2 召喚の儀式
セントリア学園は首都にある。
対して、セナがいるのはノアエデン。首都外の領地だ。
今日召喚しに行ってこいと言われても、大きな鳥で行ってもどれくらいかかるのか知らなかったのだけれど。
行きは精霊の泉から、首都のエベアータ家に移動することになった。精霊が、移動時間で留守にするなどあり得ないと泉を差し出してくれたのだ。ありがとう。
ということで、朝食後にノアエデンを出て、一瞬で初見の家へ。そしてそこから学園へ。
「ついにファンタジーな力を手に入れてしまう」
「何か?」
「いや、あの、想像より見事な建物だと思いまして」
案内人は微笑み、「重要な役割を担う学園ですので」と言った。
それにしても、豪華すぎる。宮殿の類いでは?
政府の中にある組織、教会が運営するセントリア学園は、外観からして、城のそれだった。
そういえば、ノアエデンのエベアータ家の邸も個人の家にしては、大きすぎだし豪華すぎないか?というほぼ城の外観と内装をしている。
しかし学園という、つまり学校であるここは収用人数が異なることも働いてか、さらに規模が違った。
内装も、廊下は広く地面が大理石のよう。柱は太く、パルテノン神殿の形状だ。
城や宮殿ではなく、神殿か?
「本日は学園までご足労いただき恐縮です」
「いえ、とんでもないです」
「召喚は緊急時以外は、原則教会本部かもしくはここセントリア学園の卒業式時でしか認められていないもので。ああ、ご存知ですね」
「失礼致しました」と謝られ、セナは「いいえ」と返しておく。こういうやり取りは分からない。テキトーだ。
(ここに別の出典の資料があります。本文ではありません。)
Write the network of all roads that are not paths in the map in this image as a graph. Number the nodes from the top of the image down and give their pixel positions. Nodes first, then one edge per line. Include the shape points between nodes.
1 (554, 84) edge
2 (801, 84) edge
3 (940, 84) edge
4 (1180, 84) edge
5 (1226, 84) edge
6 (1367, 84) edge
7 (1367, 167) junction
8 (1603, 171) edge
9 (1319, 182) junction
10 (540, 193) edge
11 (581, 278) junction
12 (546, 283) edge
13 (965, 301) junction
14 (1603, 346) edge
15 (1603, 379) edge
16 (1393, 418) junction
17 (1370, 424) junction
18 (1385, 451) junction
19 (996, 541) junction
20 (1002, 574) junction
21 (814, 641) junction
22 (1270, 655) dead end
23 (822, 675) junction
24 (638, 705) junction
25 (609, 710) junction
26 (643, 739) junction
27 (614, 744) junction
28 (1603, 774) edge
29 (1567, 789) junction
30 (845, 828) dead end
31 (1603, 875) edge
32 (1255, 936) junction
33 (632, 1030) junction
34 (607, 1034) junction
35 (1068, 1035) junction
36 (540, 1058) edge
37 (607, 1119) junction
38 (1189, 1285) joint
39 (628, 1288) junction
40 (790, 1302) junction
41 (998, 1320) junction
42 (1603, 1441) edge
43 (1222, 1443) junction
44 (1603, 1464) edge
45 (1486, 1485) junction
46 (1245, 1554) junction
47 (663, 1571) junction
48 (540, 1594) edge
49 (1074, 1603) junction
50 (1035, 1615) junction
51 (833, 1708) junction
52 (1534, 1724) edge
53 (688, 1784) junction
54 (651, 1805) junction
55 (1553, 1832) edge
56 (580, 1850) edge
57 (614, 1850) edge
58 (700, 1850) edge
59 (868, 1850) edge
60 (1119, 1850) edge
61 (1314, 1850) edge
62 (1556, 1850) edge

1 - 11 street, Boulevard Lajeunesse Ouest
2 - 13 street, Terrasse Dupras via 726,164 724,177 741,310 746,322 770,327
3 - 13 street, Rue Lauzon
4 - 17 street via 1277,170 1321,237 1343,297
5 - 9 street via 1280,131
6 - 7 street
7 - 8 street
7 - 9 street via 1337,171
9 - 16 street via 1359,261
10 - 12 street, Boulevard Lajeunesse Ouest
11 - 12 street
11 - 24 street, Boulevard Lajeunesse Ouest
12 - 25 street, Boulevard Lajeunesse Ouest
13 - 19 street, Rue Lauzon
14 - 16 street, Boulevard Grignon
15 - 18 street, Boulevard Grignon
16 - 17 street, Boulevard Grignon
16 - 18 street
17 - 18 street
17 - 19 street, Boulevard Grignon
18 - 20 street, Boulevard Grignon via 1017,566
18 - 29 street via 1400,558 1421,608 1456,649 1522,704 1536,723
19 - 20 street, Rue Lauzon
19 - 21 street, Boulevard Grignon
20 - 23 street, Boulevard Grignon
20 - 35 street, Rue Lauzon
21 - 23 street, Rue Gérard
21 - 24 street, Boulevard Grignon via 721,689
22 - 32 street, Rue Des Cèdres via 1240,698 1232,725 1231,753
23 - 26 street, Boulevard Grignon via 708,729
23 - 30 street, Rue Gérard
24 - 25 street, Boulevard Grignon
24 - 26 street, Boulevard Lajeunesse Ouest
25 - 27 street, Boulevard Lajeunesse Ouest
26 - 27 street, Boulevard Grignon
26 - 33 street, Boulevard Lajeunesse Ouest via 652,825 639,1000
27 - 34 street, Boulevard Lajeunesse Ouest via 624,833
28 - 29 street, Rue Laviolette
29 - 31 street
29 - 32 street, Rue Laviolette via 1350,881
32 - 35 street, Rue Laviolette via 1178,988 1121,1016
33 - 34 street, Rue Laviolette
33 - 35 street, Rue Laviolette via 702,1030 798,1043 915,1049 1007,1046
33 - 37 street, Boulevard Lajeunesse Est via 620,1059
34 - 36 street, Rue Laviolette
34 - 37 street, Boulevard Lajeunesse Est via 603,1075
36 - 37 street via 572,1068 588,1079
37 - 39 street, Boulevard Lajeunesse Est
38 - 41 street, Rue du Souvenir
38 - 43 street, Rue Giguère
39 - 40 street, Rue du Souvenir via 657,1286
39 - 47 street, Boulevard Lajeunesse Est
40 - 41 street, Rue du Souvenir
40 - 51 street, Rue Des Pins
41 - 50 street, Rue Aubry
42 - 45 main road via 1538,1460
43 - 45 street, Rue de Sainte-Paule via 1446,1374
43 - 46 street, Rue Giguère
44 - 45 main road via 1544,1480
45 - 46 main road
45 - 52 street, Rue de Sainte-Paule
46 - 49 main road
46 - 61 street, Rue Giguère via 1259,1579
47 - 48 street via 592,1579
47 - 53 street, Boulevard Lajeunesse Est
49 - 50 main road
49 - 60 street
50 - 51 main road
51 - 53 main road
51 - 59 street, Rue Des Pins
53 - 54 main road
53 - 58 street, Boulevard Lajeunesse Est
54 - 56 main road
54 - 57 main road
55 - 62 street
適切な会話についても本を読まされたりしたが、何せ今日まで発揮される機会には恵まれなかった。
人気のない廊下を進んで十分程度か。
二人分の足音以外に、複数の足音が混ざりはじめた。足音が近づく。
前から一人の男性が来た。その後ろに、高校生くらいの男女がちらちらと見え隠れする。
「ちょうどの頃合いでした」
案内人が言うと同時、左に曲がる道の前でこちらとあちらの列が鉢合わせた。
「エベアータ家の娘か」
セナに目を向け問うたのは、向こう側の先頭の男だった。
こちらの案内人の肯定を受け、男はセナをじろじろと見る。
「ここからは私が預かろう。──名は」
名を問う言葉は、こちらに向けられた。
「セナ・エベアータ、です」
舌に上手く馴染まぬ名乗りに、男は頷き、最後尾につくようにと自らの後方に視線を動かして促した。
ここから案内人チェンジらしい。
セナは黙って、歩きはじめた列の最後尾についた。
前を歩く青年少女たちは、同じデザインの服を身に付けていた。制服なのだろう。ここは学校だ。
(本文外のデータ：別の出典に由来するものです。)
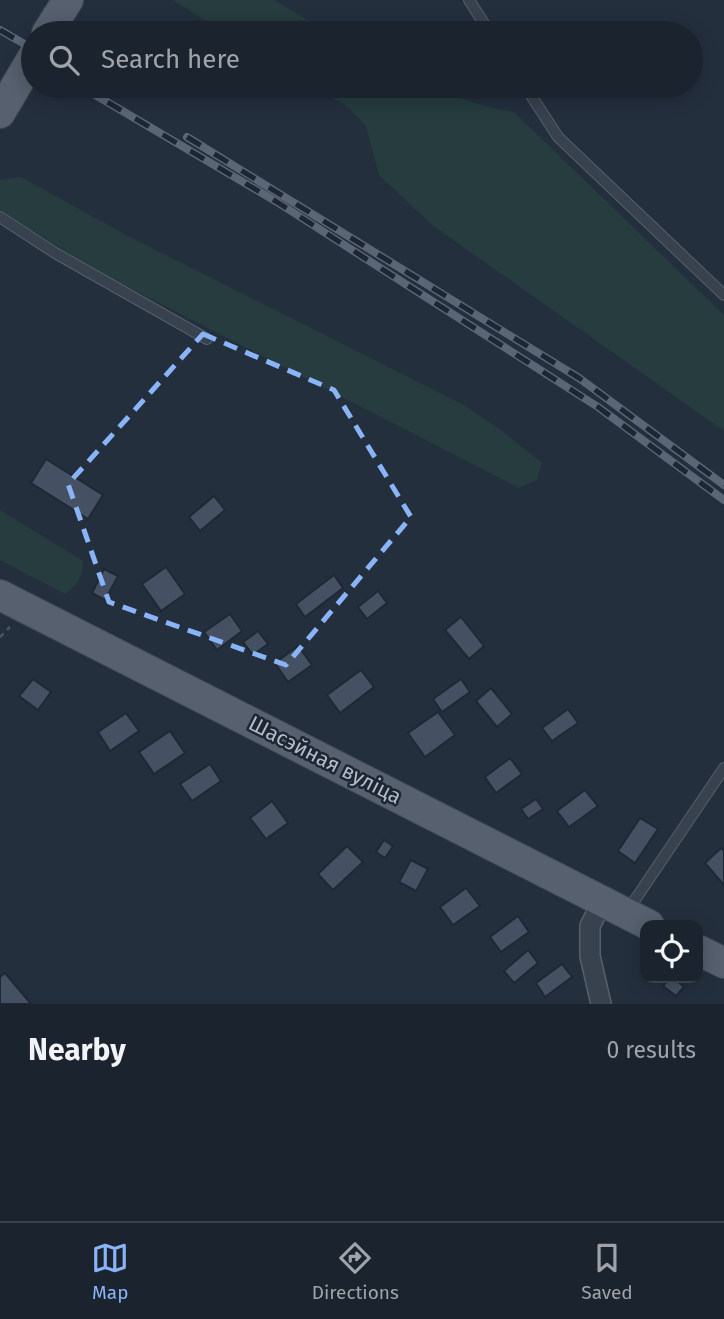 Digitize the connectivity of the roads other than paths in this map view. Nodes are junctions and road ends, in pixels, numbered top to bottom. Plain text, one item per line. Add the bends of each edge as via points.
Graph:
1 (68, 0) edge
2 (468, 0) edge
3 (55, 21) edge
4 (482, 21) edge
5 (21, 77) edge
6 (533, 98) edge
7 (0, 113) edge
8 (0, 217) edge
9 (724, 295) edge
10 (206, 339) dead end
11 (0, 595) edge
12 (724, 768) edge
13 (626, 913) edge
14 (703, 952) edge
15 (724, 963) edge
16 (601, 1004) edge

1 - 3 main road
2 - 4 lane
5 - 7 main road
6 - 9 lane via 558,137
8 - 10 lane
11 - 13 main road, Шасэйная вуліца
12 - 13 lane
13 - 16 street via 590,926 590,956
14 - 15 main road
自分だけ私服を身につけている状況に、何だか転校生になった気分だった。
まあ、前を行く彼らも今日限りでその制服を脱ぐようである。
今日は彼らの卒業式。しかし、悲しそうであったり、嬉しそうな顔ではなく、緊張して強張った顔をしているのには理由がある。
卒業式は、最後の試験の場でもあるらしく、セナがこの列に加えられたということは彼らは今からその試験の場に行くのだ。
卒業か、最後の最後で退学か。
そんな、厳しい試験の場に。
セナもセナで他人事ではない。同じ『試験』、『人生を決める儀式』に挑む。
六年通うらしい学園に通ってはおらず、六年が水の泡になることはないが、孤児院から引き取られた理由を考えると気楽ではいられない。第二の人生の将来がかかっている。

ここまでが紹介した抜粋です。